Conventional Commit Workflow

When to Use

Use this skill to write a commit message for staged changes. As a prerequisite, run Skill(sanctum:git-workspace-review) so the repository path, status, and diffs are already captured. If that skill reveals no staged changes, stage the desired files before continuing.

Required Steps

  1. Validate code quality (REQUIRED BEFORE DRAFTING)
    • Run linting and formatting checks: make format && make lint
    • If errors are found, FIX THEM before proceeding
    • NEVER use git commit --no-verify or -n - pre-commit hooks exist to maintain quality
    • If hooks fail, the code is not ready to commit
  2. Classify the change
    • Choose the correct type: feat, fix, docs, refactor, test, chore, style, perf, or ci.
    • Select a concise scope (directory/module or core, cli, etc.). The scope is optional but preferred.
    • Decide if the change is breaking. If so, plan a BREAKING CHANGE: footer.
  3. Draft the message
    • Subject: <type>(<scope>): <imperative summary> (scope optional, ≤50 characters).
    • Body: Wrap at 72 characters per line, explain the "what" and "why", and list key bullets if useful.
    • Footer: Add BREAKING CHANGE: … or issue references if needed.
  4. Write the output
    • The prompt passes a destination path (e.g., {0|./commit_msg.txt}) - always use a relative path in cwd, never an absolute path.
    • Overwrite the file with only the final commit message—no commentary.
  5. Preview
    • Display the file path and contents (cat <file> or sed -n '1,120p' <file>) for confirmation.

Guardrails

We maintain strict quality gates by forbidding the use of git commit --no-verify or the -n flag. Pre-commit hooks are enforced to maintain code quality, and any reported issues must be fixed rather than bypassed. Commit messages should not include AI attribution lines or filler phrases such as "leverage" or "seamless," which are common markers of AI-generated text. Messages must remain plain text without emojis and be written in a human voice, using present-tense imperative style for the subject line. For non-trivial changes involving multiple files or complex logic, a multi-line body is required to explain the technical rationale.

Integration Notes

  • Combine with Skill(imbue:catchup) or /git-catchup when you need additional context before drafting.
  • If unsure about the type or scope, rerun the diff commands or consult the specification or plan before finalizing.

Troubleshooting

Common Issues

If pre-commit hooks fail, you must address the specific errors identified by the hooks instead of using bypass flags.

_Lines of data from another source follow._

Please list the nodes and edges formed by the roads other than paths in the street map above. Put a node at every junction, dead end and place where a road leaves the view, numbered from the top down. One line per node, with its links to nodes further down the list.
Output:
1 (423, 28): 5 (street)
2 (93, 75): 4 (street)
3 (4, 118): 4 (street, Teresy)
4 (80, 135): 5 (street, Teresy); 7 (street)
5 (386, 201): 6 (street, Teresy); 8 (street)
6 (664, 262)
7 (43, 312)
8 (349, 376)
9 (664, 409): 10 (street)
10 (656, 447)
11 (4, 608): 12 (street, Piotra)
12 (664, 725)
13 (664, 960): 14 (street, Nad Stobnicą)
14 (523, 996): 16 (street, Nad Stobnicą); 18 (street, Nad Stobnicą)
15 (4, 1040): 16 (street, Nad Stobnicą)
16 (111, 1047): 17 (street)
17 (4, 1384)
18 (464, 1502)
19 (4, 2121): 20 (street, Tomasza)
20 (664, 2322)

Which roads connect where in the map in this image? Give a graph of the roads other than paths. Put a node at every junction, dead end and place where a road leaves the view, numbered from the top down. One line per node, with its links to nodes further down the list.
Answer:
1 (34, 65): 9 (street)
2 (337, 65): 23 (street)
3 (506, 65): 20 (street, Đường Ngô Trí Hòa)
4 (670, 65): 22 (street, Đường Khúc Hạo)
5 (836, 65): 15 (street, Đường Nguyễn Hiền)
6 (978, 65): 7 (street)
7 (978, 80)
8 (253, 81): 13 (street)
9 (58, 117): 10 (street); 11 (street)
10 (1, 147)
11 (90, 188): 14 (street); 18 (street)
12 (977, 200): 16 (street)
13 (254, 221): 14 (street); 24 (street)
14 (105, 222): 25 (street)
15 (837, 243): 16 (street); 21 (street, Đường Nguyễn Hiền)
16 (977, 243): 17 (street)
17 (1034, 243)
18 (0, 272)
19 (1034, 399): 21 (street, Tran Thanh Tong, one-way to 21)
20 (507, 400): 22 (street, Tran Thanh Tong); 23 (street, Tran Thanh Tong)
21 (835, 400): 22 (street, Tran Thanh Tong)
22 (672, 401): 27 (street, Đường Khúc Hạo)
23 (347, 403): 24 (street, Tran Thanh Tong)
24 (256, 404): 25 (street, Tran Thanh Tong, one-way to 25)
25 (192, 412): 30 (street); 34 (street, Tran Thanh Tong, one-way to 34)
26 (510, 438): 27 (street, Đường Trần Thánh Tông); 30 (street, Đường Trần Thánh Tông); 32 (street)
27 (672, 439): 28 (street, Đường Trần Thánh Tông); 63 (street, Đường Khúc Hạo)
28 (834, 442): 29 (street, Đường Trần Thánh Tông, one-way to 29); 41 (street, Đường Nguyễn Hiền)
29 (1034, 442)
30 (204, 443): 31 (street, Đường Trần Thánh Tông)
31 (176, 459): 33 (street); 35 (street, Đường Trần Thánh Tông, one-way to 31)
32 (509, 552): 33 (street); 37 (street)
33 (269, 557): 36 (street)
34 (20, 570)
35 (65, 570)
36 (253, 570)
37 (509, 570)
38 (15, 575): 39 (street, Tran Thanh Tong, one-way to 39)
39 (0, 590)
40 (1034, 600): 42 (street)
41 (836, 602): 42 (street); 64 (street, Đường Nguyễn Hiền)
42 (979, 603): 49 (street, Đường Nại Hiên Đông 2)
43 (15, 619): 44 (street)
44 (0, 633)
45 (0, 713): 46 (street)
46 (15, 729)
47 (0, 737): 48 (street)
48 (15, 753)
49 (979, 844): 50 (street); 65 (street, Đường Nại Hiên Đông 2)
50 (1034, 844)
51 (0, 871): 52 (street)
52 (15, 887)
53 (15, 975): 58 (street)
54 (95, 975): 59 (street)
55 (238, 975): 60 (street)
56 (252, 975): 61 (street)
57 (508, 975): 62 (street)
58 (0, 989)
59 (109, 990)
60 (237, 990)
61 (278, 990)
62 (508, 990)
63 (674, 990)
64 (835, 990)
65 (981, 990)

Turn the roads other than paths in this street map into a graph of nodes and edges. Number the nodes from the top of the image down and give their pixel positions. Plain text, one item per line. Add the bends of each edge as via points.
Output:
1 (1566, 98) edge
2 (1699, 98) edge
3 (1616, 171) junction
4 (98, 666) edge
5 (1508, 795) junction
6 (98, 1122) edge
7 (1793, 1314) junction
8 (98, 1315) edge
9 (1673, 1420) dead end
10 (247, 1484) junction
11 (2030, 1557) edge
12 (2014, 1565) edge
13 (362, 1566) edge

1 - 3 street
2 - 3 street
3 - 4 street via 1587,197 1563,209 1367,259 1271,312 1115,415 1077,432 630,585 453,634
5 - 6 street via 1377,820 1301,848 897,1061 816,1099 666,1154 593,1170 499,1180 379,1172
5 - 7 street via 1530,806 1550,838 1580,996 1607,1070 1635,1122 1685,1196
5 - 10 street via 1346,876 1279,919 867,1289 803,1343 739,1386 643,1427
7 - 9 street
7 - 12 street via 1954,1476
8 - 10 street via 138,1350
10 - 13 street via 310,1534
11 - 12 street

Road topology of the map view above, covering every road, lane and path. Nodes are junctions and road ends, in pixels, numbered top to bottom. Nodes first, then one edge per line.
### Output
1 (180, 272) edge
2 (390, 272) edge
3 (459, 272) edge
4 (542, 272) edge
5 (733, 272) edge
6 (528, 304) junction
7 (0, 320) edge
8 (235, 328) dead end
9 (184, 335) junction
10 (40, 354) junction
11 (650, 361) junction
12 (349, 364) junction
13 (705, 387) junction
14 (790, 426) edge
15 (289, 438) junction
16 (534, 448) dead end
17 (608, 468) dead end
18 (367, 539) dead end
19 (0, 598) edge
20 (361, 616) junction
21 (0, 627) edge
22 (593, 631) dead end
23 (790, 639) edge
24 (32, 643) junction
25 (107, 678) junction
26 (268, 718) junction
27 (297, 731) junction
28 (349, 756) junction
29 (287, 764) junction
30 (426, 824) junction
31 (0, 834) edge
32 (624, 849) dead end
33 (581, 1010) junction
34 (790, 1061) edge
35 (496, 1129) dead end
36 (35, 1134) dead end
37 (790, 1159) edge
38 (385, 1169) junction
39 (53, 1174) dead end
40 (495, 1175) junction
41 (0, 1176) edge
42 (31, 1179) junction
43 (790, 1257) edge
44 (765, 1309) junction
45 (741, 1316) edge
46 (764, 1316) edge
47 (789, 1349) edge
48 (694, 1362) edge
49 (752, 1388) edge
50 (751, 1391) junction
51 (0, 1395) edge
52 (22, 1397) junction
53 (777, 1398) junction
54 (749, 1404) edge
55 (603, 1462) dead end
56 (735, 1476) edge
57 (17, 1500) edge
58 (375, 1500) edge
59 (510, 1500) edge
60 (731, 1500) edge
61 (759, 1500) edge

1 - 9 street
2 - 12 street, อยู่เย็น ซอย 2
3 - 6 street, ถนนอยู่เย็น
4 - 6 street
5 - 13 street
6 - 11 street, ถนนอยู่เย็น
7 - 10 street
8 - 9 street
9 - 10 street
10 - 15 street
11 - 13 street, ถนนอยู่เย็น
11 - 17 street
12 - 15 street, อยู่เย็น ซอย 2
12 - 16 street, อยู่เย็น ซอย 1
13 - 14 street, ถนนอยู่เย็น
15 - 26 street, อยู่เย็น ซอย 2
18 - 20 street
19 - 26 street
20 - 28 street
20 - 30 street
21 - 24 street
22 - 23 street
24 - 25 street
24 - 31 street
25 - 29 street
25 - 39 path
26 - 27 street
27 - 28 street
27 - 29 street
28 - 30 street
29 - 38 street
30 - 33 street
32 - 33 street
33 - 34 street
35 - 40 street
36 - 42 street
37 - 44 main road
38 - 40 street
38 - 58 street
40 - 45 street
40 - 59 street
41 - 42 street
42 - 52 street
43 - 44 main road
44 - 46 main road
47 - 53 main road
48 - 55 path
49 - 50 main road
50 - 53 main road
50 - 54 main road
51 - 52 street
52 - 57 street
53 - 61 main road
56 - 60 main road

For linting errors, use make format to resolve formatting issues and make lint to identify logic or style violations. All detected issues should be fixed before you attempt to commit again. In the event of a merge conflict, use git merge --abort to return to a clean state and then resolve the conflicts manually. A rejected commit typically provides output from a failed quality gate; analyze this output and apply the necessary fixes before retrying.